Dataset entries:
========

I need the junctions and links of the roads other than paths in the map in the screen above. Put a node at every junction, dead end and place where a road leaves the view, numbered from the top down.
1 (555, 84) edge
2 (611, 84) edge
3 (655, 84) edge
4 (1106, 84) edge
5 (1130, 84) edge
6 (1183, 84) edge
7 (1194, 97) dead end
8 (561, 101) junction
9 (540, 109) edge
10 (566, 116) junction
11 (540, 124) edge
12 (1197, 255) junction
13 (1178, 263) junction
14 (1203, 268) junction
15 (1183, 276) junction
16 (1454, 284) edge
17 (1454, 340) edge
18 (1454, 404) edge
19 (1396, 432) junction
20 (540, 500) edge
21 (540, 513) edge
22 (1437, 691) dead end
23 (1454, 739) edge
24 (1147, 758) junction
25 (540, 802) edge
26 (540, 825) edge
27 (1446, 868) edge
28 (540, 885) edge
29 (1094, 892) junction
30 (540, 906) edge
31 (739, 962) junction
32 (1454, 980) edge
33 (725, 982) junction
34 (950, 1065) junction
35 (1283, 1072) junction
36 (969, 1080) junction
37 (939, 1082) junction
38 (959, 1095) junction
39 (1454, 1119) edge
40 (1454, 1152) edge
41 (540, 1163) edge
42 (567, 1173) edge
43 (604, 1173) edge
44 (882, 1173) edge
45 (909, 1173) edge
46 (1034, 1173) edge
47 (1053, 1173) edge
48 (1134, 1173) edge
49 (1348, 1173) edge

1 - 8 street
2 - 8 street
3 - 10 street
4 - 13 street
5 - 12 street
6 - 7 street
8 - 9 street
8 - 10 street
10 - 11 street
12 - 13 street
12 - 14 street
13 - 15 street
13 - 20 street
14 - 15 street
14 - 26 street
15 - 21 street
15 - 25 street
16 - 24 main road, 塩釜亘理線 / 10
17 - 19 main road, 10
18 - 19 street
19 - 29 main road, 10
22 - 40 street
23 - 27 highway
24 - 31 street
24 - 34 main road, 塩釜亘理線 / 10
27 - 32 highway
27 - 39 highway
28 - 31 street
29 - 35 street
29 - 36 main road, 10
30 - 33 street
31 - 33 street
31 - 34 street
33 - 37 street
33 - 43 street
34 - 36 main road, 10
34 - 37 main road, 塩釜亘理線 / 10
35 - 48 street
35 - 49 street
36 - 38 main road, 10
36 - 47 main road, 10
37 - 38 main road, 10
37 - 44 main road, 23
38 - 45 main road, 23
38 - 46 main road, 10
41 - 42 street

========

#### ASSIGNMENT
Show me all lines in the records that contain "dead".

#### EXPECTED OUTPUT
I need the junctions and links of the roads other than paths in the map in the screen above. Put a node at every junction, dead end and place where a road leaves the view, numbered from the top down.
7 (1194, 97) dead end
22 (1437, 691) dead end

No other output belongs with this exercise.